Caring for the whole person can help recognise these struggles, it can help identify the non-physiological results of diseases and on the many different levels they can arise. So the importance of having the ability to see this, and be able to treat at these different domains is limitless and will characterise a successful doctor.

I will conclude with a quote from Kevin Arnold that for me expresses the place that memory holds in our lives and how we depend upon it so desperately.

Memory is a way of holding onto the things you love, the things you are, the things you never want to lose10

Kevin Arnold 

(an extract from a WPC Bristol Medical School assignment)


1  Luis Buñuel Quotes [online], http://thinkexist.com/quotation, [accessed March 25th 2011]

2 Kumar & Clarks Clinical Medicine 7th Ed, Parveen Kumar and Michael Clark

3 The Big Ideas of Whole Person Care, Dr.
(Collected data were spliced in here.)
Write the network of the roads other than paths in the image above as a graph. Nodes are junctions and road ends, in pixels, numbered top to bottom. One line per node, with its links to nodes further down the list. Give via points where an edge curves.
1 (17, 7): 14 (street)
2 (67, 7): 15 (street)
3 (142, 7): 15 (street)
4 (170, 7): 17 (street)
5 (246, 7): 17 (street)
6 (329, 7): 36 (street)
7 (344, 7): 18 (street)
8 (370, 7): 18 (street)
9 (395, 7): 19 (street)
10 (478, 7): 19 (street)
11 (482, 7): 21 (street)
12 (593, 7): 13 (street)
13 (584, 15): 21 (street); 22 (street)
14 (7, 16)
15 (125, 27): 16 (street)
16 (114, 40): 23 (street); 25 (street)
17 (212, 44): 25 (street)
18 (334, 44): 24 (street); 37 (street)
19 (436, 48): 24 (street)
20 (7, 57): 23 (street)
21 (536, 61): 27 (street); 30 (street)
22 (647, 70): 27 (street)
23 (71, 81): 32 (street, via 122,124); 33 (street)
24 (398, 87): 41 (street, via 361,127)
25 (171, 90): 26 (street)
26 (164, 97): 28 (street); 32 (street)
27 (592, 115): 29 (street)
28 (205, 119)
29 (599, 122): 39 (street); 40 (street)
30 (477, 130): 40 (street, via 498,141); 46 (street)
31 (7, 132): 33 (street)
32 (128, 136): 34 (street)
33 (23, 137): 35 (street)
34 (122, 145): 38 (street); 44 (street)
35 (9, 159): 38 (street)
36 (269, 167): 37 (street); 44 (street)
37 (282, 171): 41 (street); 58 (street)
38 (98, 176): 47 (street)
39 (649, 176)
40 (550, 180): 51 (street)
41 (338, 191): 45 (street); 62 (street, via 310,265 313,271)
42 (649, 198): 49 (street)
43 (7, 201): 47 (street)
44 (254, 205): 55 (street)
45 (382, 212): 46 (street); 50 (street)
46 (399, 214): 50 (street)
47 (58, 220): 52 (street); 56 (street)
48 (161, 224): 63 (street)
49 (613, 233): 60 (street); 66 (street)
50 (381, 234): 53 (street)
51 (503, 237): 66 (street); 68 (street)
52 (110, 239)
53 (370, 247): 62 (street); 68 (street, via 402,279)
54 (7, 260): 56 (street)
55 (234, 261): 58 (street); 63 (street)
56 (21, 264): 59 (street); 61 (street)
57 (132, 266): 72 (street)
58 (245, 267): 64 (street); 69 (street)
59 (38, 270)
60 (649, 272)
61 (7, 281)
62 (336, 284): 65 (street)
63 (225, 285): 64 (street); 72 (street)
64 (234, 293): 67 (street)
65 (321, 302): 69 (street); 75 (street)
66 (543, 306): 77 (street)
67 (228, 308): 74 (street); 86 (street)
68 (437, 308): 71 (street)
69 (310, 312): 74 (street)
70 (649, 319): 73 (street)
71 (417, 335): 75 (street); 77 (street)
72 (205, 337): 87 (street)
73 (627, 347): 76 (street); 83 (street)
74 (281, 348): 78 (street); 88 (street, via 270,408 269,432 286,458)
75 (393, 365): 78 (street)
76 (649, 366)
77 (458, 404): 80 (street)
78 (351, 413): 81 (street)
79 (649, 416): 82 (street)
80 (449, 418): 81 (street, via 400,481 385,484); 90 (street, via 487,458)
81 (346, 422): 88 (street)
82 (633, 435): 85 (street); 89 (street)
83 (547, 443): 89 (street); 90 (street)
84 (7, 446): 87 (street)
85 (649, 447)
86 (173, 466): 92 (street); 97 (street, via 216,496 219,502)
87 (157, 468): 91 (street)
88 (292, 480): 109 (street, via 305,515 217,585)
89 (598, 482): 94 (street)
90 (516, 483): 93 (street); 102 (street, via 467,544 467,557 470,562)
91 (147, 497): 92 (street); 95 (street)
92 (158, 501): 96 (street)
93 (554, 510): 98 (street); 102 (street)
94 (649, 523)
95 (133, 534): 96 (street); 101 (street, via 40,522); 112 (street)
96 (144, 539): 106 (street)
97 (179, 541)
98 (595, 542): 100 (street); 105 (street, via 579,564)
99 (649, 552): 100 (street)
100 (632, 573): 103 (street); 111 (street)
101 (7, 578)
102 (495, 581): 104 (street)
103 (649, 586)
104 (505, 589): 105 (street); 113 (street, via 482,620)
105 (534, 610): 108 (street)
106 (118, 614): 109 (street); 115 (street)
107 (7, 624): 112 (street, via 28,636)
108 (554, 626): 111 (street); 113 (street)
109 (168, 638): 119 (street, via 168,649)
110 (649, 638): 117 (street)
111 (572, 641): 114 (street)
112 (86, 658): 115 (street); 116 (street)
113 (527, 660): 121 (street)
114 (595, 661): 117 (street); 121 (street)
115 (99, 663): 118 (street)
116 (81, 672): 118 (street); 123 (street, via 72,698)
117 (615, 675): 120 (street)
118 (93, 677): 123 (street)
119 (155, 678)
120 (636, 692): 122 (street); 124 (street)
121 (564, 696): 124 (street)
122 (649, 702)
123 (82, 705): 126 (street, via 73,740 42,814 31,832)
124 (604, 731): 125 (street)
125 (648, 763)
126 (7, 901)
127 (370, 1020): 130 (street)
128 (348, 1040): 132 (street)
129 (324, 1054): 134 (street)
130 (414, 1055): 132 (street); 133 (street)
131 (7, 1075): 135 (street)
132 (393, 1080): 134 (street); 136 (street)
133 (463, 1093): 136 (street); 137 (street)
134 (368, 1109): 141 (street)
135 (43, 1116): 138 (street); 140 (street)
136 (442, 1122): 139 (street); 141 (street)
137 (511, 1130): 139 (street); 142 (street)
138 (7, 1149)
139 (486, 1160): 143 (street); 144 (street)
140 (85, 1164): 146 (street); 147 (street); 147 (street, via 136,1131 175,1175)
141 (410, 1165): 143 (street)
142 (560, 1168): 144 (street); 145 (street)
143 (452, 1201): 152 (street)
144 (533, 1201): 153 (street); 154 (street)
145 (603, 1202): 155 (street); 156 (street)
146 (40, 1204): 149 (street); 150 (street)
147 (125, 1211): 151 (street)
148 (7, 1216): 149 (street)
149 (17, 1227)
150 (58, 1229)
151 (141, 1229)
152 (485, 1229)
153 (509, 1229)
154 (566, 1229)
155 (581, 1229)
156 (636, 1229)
T. Thomson, Lecture at UoB, Spring 2011

4 The Notebook, by Nick Cassavetes, New Line Cinema, Released 20th May 2004

5 The Man Who Mistook His Wife for a Hat, Dr. Oliver Sacks, Pub. 1986 by Picador Books

6 A Treatise of Human Nature; A Critical Edition, David Hume, Pub. 2007 by Oxford University Press

7 Prospective Observational Study; Survival after initial diagnosis of Alzheimer disease, University of Washington, April 6th 2004

8 Emotional Intelligence, Peter Salovey, ICP Volume Nine, Number  / 1989-1990

9 Creative consulting: how to make the room disappear, David Reilly, sBMJ Volume 9, November 2001

10 Kevin Arnold quotable quotes [online], http://www.goodreads.com/quotes/show/321634, [accessed March 26th 2011]
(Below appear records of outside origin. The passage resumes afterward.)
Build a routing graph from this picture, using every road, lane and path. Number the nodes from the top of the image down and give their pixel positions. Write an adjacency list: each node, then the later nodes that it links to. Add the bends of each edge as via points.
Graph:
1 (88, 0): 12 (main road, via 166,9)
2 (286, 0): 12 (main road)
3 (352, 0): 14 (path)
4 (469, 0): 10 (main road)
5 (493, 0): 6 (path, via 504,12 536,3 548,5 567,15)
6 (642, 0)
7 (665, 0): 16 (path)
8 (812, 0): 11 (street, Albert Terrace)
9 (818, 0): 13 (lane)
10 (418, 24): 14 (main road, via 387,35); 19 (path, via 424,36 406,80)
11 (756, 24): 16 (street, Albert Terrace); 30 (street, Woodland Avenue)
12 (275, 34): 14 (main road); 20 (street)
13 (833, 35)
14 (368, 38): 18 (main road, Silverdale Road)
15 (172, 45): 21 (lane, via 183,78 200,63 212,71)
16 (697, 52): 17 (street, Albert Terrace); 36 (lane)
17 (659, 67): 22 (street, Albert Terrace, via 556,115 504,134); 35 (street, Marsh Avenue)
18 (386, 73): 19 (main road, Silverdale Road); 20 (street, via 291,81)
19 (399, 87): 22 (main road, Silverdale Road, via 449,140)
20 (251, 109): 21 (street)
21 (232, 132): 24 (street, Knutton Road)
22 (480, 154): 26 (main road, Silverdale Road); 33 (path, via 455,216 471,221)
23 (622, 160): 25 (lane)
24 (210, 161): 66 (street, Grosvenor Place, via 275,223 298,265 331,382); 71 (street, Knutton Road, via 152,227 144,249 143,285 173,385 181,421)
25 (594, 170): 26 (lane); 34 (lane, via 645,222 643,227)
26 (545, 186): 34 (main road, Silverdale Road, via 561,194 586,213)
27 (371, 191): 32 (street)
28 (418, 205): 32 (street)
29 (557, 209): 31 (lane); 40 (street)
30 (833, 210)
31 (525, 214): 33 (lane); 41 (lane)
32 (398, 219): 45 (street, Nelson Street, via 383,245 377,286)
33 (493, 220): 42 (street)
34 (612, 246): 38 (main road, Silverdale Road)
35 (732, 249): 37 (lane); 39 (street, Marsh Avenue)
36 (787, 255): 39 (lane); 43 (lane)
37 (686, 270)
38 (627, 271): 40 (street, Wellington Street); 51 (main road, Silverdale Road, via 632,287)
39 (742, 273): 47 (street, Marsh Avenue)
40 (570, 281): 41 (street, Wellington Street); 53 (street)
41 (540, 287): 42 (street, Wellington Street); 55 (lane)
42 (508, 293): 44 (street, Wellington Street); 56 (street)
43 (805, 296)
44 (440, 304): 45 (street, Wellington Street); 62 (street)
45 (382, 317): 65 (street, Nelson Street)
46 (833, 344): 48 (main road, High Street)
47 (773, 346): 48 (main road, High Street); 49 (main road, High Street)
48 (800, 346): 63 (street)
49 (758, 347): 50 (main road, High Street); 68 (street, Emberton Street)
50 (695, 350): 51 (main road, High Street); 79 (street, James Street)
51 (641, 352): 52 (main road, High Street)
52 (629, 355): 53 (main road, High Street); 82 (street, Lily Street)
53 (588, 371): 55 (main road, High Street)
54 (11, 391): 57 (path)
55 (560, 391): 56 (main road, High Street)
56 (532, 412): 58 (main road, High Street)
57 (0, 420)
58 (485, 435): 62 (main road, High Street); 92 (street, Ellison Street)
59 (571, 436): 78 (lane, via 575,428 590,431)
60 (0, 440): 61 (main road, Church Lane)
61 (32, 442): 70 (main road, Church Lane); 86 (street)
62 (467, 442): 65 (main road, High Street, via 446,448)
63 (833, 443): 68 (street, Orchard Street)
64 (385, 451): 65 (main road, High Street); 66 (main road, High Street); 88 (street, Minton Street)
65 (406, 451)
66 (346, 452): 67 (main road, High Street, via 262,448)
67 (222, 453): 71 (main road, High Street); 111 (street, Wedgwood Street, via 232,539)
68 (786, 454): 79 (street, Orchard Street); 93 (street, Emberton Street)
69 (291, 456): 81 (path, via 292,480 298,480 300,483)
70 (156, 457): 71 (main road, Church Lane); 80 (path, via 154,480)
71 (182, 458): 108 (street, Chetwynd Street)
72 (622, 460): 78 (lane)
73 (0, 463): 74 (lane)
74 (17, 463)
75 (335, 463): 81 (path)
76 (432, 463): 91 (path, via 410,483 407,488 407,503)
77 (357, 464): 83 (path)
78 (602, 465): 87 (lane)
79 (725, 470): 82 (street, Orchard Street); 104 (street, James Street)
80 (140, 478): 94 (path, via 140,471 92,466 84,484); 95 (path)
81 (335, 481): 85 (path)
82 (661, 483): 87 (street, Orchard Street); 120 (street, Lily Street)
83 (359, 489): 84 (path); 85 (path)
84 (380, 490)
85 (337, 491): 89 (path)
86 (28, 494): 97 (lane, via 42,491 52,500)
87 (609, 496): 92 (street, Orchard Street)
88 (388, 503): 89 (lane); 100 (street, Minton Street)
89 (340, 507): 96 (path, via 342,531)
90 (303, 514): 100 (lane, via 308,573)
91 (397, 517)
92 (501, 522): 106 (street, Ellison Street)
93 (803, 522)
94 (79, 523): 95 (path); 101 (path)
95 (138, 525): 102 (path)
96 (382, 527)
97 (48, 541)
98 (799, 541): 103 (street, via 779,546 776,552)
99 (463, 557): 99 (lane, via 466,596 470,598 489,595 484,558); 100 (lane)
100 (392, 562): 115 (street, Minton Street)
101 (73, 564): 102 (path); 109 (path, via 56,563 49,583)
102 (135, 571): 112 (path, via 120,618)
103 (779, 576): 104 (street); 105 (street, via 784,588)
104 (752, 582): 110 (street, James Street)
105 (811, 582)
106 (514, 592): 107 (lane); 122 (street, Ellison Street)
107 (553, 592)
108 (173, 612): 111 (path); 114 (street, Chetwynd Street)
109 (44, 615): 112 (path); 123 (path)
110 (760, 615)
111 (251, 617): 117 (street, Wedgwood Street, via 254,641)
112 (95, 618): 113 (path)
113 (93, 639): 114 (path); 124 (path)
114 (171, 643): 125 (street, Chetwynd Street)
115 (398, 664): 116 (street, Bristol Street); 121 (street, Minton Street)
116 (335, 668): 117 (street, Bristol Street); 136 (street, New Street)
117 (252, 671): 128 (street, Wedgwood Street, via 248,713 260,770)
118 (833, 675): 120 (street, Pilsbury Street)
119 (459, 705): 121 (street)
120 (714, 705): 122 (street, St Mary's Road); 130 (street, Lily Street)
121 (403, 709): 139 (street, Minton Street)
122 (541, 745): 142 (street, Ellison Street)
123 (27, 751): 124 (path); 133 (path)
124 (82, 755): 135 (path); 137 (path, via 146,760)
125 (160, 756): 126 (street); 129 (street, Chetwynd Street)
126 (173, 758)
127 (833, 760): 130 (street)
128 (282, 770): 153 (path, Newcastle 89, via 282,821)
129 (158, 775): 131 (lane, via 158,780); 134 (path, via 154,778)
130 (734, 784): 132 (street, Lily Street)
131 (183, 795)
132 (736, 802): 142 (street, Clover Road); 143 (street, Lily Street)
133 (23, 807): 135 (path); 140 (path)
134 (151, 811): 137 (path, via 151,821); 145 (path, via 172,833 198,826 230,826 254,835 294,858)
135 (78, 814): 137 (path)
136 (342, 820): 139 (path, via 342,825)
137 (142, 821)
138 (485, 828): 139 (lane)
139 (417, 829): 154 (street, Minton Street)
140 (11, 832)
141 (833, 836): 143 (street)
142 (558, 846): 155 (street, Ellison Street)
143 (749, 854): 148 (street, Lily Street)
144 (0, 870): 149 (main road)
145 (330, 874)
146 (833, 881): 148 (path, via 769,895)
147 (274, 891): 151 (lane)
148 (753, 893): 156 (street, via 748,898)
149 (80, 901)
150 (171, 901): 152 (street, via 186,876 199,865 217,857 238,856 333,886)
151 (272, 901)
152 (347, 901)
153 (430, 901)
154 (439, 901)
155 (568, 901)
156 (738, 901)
Whole Person Care, Year One, 2011



19 March 2012 - 11:25:01
"Of all the projects I looked at, yours had the most impact on me. At a glance, you can immediately grasp the context but also the personal tragedy of the piece. I love how the use of a single photograph can so perfectly illustrate the value of something most of us take very much for granted, at the same time highlighting the uncertainty induced by the loss of that faculty. Thank you for making me think! "


29 October 2017 - 17:51:36
"The whole photograph spoke to me on a personal level. For me, I see this as a loved one reminding a person going through dementia of a particular moment. The person with dementia struggles to focus on the right details and tends to pick up on details that to you and I may seem insignificant. The photograph shows this by focusing on the rust and the rim of the metal object rather than the couple in the background and the beautiful scenery. I also see this image as having to remember a moment with a close one who has past. The difficulty of remembering their face but being able to vaguely remember the moment. Thank you for capturing a beautiful image. "


06 November 2018 - 09:27:51
"I was immediately fixated on this photograph as it feels strange to not be able to focus on the image properly. I thought this was a really good way of giving the viewer insight into the frustration of memory loss attributed to dementia and the impact it can have on people's lives."